On constatera ici les progrès immenses parcourus en chirurgie vétérinaire car, à l'heure actuelle, nous sommes en mesure de soigner la plupart des fractures, quels que soient les dégâts osseux. Une fracture simple que l'on pourra immobiliser facilement sera plâtrée, par contre une fracture des parties hautes (humérus, fémur) ou bien une mauvaise fracture des parties basses (tibia, péroné, pieds) donnera lieu à une intervention chirurgicale appelée ostéosynthèse qui consiste à remettre les os en place et à les tenir entre eux avec des broches, des vis, des plaques ou des ligatures.
Ce sont peut-être des interventions un peu onéreuses mais qui le plus souvent sont couronnées de succès et rendent à votre animal un usage parfait de ses membres après une période de rééducation de un à deux mois.
On peut également traiter certaines fractures de la colonne vertébrale, mais le résultat est souvent décevant.

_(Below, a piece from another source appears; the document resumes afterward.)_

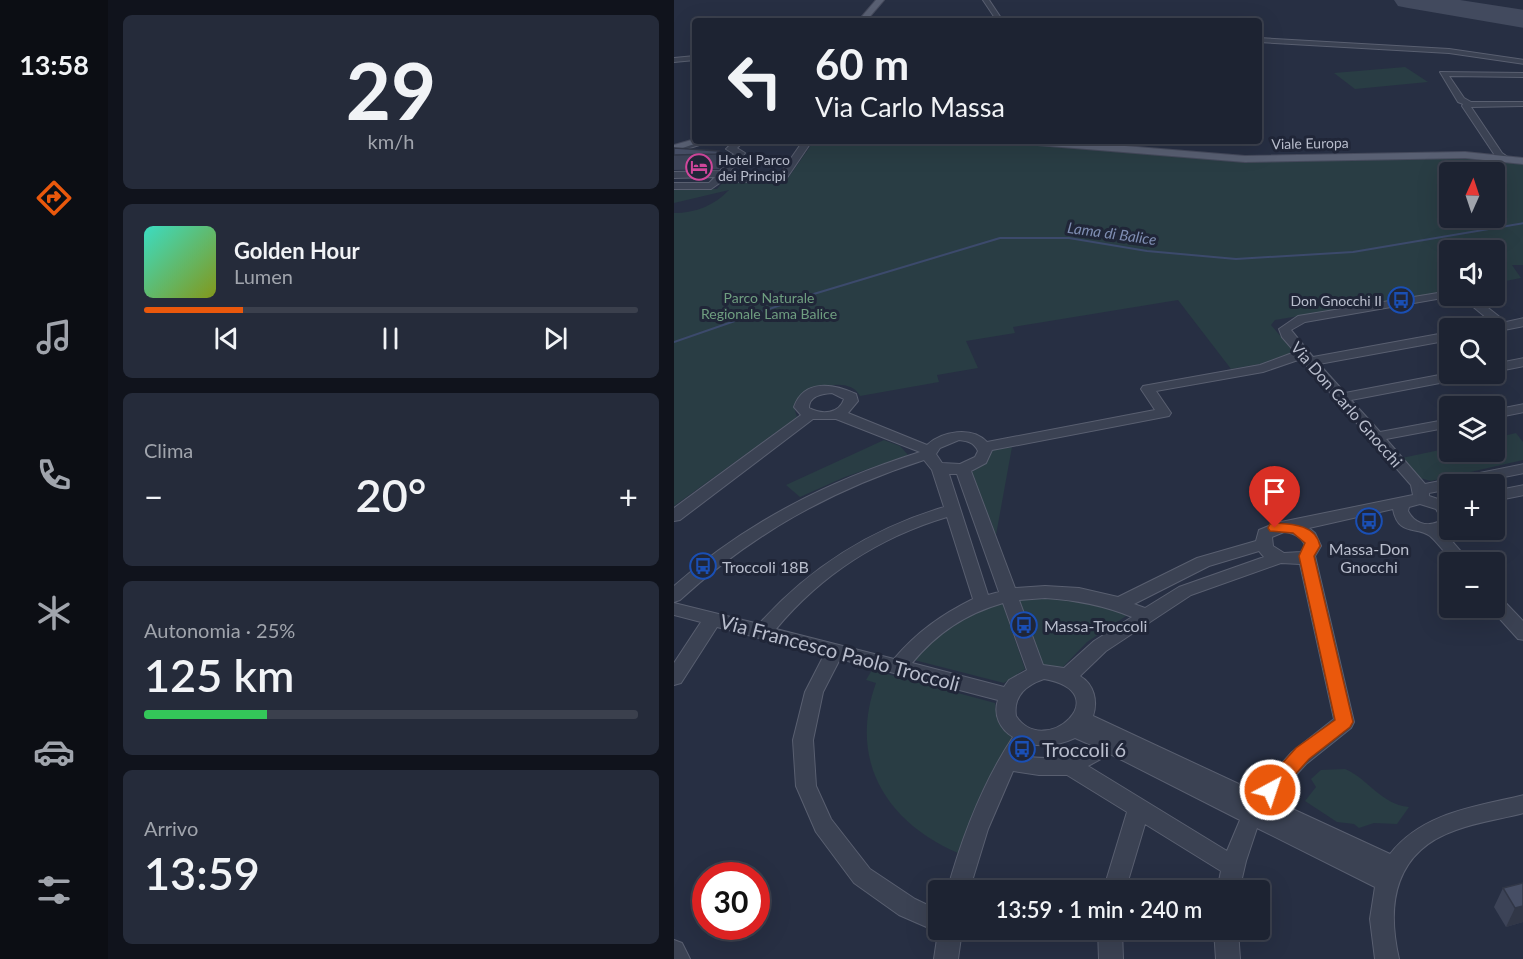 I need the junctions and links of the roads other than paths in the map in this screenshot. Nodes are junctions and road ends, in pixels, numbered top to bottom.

Chez les oiseaux, les fractures seront immobilisées par de petites attelles (allumettes) et du sparadrap. L'ostéosynthèse est possible sur les gros volatiles. On peut avoir des fractures des ailes ou des pattes. En général, la fracture de l'aile empêchera ultérieurement le vol normal (immobiliser l'aile par un pansement la plaquant au corps pendant quatre à cinq semaines).
La fracture des pattes peut favoriser une nécrose de la partie inférieure, il faudra alors amputer.